Problem :: Return only the number of lines in the entries below that hold the word "MISKRADIVSKA".

Stored data:
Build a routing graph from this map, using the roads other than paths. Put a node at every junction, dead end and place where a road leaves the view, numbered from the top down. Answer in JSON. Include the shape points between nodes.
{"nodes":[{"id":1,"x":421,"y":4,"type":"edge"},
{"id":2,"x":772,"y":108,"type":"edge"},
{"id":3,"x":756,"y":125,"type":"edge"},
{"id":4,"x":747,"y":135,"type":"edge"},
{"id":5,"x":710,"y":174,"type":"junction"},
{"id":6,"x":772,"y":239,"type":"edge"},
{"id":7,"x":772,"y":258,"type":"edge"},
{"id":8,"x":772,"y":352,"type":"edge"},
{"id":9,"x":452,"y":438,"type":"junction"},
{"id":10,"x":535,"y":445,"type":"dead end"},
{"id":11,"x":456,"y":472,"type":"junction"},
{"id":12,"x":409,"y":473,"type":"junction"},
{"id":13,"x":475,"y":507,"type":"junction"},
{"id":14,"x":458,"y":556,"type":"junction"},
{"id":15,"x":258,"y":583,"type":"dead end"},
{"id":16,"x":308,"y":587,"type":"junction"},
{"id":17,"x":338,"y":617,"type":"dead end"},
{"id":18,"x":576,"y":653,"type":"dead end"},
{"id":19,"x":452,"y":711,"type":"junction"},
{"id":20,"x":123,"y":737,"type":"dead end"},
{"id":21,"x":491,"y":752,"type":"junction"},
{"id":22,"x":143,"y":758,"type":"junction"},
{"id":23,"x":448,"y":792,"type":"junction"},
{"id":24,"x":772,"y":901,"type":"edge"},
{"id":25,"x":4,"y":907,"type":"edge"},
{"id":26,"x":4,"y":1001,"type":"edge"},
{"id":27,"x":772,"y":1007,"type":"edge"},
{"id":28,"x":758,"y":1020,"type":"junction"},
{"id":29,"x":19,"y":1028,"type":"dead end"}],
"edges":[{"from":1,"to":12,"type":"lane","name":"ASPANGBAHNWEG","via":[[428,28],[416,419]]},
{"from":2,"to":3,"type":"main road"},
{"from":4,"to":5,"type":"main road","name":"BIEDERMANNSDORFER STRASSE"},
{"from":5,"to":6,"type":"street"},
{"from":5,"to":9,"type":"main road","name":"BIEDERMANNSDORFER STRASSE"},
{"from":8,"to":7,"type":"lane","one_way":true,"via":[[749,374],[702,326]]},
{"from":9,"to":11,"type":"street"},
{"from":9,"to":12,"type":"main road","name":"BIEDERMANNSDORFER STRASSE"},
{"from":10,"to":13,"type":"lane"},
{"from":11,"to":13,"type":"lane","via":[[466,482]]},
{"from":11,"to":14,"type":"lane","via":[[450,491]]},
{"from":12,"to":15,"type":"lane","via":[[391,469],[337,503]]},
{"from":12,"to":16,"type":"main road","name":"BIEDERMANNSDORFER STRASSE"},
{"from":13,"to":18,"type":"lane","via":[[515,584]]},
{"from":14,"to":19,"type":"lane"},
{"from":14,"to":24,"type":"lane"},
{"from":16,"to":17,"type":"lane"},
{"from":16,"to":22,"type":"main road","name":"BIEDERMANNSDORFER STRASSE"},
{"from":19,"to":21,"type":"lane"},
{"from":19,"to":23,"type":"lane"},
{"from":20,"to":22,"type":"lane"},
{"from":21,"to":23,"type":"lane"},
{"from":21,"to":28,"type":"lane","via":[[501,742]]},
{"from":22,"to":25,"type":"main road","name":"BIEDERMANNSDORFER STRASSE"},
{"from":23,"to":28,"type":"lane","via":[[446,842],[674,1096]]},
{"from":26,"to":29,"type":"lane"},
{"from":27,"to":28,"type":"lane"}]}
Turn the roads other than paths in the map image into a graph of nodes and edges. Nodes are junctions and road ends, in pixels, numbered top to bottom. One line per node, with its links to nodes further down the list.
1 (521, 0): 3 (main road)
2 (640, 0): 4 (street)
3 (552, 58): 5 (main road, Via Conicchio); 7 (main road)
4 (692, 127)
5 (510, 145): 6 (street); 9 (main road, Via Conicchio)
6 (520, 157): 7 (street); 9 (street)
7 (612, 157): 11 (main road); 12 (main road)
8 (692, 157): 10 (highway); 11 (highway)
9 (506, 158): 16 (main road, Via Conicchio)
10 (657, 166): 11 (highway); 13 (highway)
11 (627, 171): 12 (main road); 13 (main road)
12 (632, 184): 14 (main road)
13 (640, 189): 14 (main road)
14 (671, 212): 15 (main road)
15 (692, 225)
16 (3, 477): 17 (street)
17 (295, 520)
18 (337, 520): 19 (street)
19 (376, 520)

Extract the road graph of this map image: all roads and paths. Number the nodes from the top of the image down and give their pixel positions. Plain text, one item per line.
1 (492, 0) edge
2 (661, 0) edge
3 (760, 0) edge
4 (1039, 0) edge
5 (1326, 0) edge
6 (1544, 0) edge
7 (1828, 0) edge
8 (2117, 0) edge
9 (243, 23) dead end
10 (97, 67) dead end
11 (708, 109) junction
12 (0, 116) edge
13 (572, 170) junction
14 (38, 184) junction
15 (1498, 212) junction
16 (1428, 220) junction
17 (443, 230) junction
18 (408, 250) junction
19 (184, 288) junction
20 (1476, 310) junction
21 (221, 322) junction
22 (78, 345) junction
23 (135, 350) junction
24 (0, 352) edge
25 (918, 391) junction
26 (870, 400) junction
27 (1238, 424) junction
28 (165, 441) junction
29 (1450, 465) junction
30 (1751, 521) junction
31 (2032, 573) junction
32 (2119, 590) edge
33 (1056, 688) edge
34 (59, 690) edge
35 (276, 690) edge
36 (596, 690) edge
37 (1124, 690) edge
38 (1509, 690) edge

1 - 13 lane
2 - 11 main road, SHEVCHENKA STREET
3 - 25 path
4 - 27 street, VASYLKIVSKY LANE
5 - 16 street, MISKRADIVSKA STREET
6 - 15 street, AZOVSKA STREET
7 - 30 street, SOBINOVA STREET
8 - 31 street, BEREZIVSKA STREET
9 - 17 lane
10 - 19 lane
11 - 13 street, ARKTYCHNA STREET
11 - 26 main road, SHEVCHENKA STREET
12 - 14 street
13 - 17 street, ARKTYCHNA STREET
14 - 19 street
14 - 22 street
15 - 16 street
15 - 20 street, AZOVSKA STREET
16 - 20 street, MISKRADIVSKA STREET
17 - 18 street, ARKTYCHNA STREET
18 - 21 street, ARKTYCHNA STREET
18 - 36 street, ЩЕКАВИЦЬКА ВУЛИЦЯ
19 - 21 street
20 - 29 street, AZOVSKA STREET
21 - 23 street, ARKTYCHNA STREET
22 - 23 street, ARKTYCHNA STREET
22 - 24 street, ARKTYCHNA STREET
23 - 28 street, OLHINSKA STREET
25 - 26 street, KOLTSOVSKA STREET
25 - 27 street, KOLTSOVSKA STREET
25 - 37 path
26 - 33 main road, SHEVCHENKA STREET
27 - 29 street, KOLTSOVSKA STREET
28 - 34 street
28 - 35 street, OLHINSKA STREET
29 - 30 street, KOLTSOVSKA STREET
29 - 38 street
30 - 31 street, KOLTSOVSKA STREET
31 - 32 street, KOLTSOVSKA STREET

Solution to this task :: 2